Namun baru-baru ini heboh soal tunjangan tambahan (tuta) guru dicoret dari APBD 2025 Banten. Berita ini menimbulkan kekhawatiran mendalam di kalangan guru, bahkan membuat banyak dari mereka merasa masa depannya terancam. Guru berusaha melakukan beberapa upaya untuk dapat mengembalikan cairnya tuta guru tersebut, bahkan ada yang merencanakan turun ke jalan. (Tangerang News, 24-06-2025)
Para guru yang mendapatkan tugas tambahan atau tuta namun tidak mendapatkan honor tuta menyatakan siap menggelar aksi demonstrasi menuntut hak mereka. Sebab sejak Januari 2025, honor tuta mereka belum juga dibayarkan oleh Dinas Pendidikan dan Kebudayaan (Dindikbud) Provinsi Banten, bahkan sudah memasuki bulan keenam tanpa kejelasan.

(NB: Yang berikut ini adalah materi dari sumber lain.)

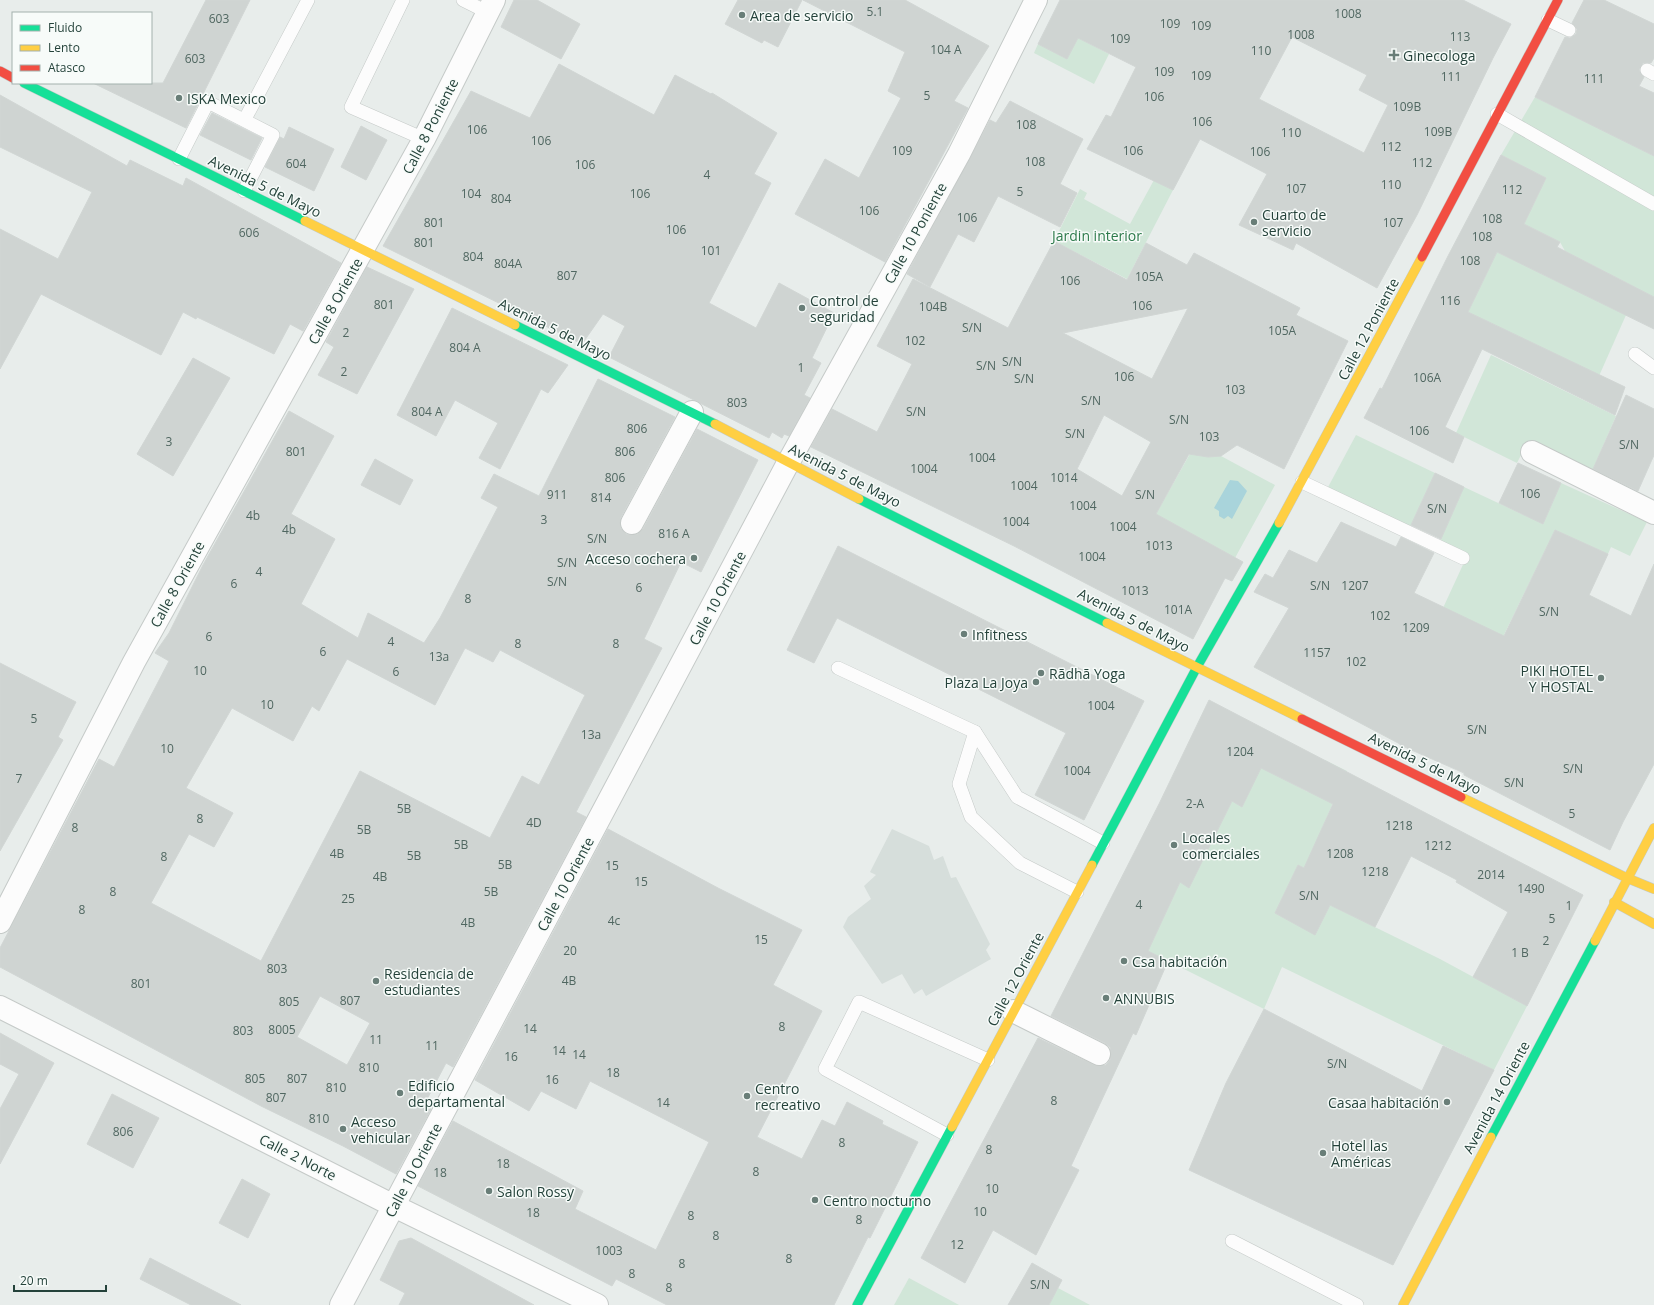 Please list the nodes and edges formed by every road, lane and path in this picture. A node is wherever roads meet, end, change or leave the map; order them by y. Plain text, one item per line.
1 (308, 0) edge
2 (403, 0) edge
3 (463, 0) edge
4 (1036, 0) edge
5 (1558, 0) edge
6 (490, 6) edge
7 (1548, 20) junction
8 (1569, 30) dead end
9 (0, 71) edge
10 (12, 77) edge
11 (26, 84) edge
12 (1497, 114) junction
13 (245, 119) junction
14 (424, 139) junction
15 (179, 159) junction
16 (244, 191) junction
17 (1654, 204) edge
18 (363, 250) junction
19 (1635, 354) dead end
20 (1654, 368) edge
21 (692, 412) junction
22 (1532, 452) dead end
23 (788, 463) junction
24 (1302, 482) junction
25 (1654, 513) edge
26 (632, 523) dead end
27 (1463, 558) dead end
28 (1197, 667) junction
29 (838, 668) dead end
30 (975, 732) junction
31 (1654, 828) edge
32 (1103, 843) junction
33 (1627, 878) junction
34 (1654, 889) edge
35 (1077, 892) junction
36 (1614, 902) junction
37 (0, 922) edge
38 (1654, 924) edge
39 (0, 1007) edge
40 (1014, 1011) junction
41 (1099, 1054) dead end
42 (988, 1060) junction
43 (947, 1135) junction
44 (394, 1206) junction
45 (1232, 1241) dead end
46 (341, 1305) edge
47 (597, 1305) edge
48 (857, 1305) edge
49 (1357, 1305) edge
50 (1403, 1305) edge

1 - 13 lane
2 - 14 lane
3 - 6 lane
4 - 23 street, Calle 10 Poniente
5 - 7 main road, Calle 12 Poniente
6 - 14 street, Calle 8 Poniente
7 - 8 lane
7 - 12 main road, Calle 12 Poniente
9 - 10 main road
11 - 15 main road, Avenida 5 de Mayo
12 - 17 lane
12 - 24 main road, Calle 12 Poniente
13 - 15 lane
13 - 16 lane
14 - 18 street, Calle 8 Poniente
15 - 16 main road, Avenida 5 de Mayo
16 - 18 main road, Avenida 5 de Mayo
18 - 21 main road, Avenida 5 de Mayo
18 - 37 street, Calle 8 Oriente
19 - 20 lane
21 - 23 main road, Avenida 5 de Mayo
21 - 26 street
22 - 25 street
23 - 28 main road, Avenida 5 de Mayo
23 - 44 street, Calle 10 Oriente
24 - 27 lane
24 - 28 main road, Calle 12 Poniente
28 - 32 main road, Calle 12 Oriente
28 - 33 main road, Avenida 5 de Mayo
29 - 30 lane
30 - 32 lane
30 - 35 lane
31 - 33 main road, Avenida 14 Oriente
32 - 35 main road, Calle 12 Oriente
33 - 34 main road, Avenida 5 de Mayo
33 - 36 main road, Avenida 14 Oriente
35 - 40 main road, Calle 12 Oriente
36 - 38 main road
36 - 50 main road, Avenida 14 Oriente
39 - 44 street, Calle 2 Norte
40 - 41 street
40 - 42 main road, Calle 12 Oriente
42 - 43 main road, Calle 12 Oriente
42 - 43 lane
43 - 48 main road, Calle 12 Oriente
44 - 46 street, Calle 10 Oriente
44 - 47 street, Calle 2 Norte
45 - 49 lane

Bahkan beredar informasi bahwa Dindikbud Banten memang tidak mengalokasikan anggaran untuk honor tuta dalam perencanaan keuangannya. Jika benar, hal ini menunjukkan adanya kelalaian serius dalam memastikan kesejahteraan tenaga pendidik yang berperan penting dalam proses belajar-mengajar. (Banten Raya, 29-06-2025)
Akibat sistem Kapitalisme
Kejadian ini adalah gambaran nasib guru hari ini. Saat ini, kesejahteraan guru masih menjadi pekerjaan rumah besar bagi pemerintah, baik di tingkat daerah maupun pusat. Pemenuhan kesejahteraan tentu membutuhkan perhatian yang serius dari pemerintah. Ini bukti bahwa guru adalah korban sistem rusak kapitalisme. Penghasilan mereka rendah dan tingkat kesejahteraannya belum sepenuhnya terjamin.
Penggajian guru sejatinya erat dengan ketersediaan sumber dana negara. Sudah semestinya pemerintah menempatkan kesejahteraan guru sebagai prioritas utama, karena merekalah pilar utama dalam dunia pendidikan yang membentuk generasi unggul dan berkualitas. Bagaimana guru bisa fokus mendidik anak didik jika pikiran mereka masih bercabang mencari sampingan misalnya. Terlebih lagi, biaya hidup saat ini terus meningkat dari waktu ke waktu.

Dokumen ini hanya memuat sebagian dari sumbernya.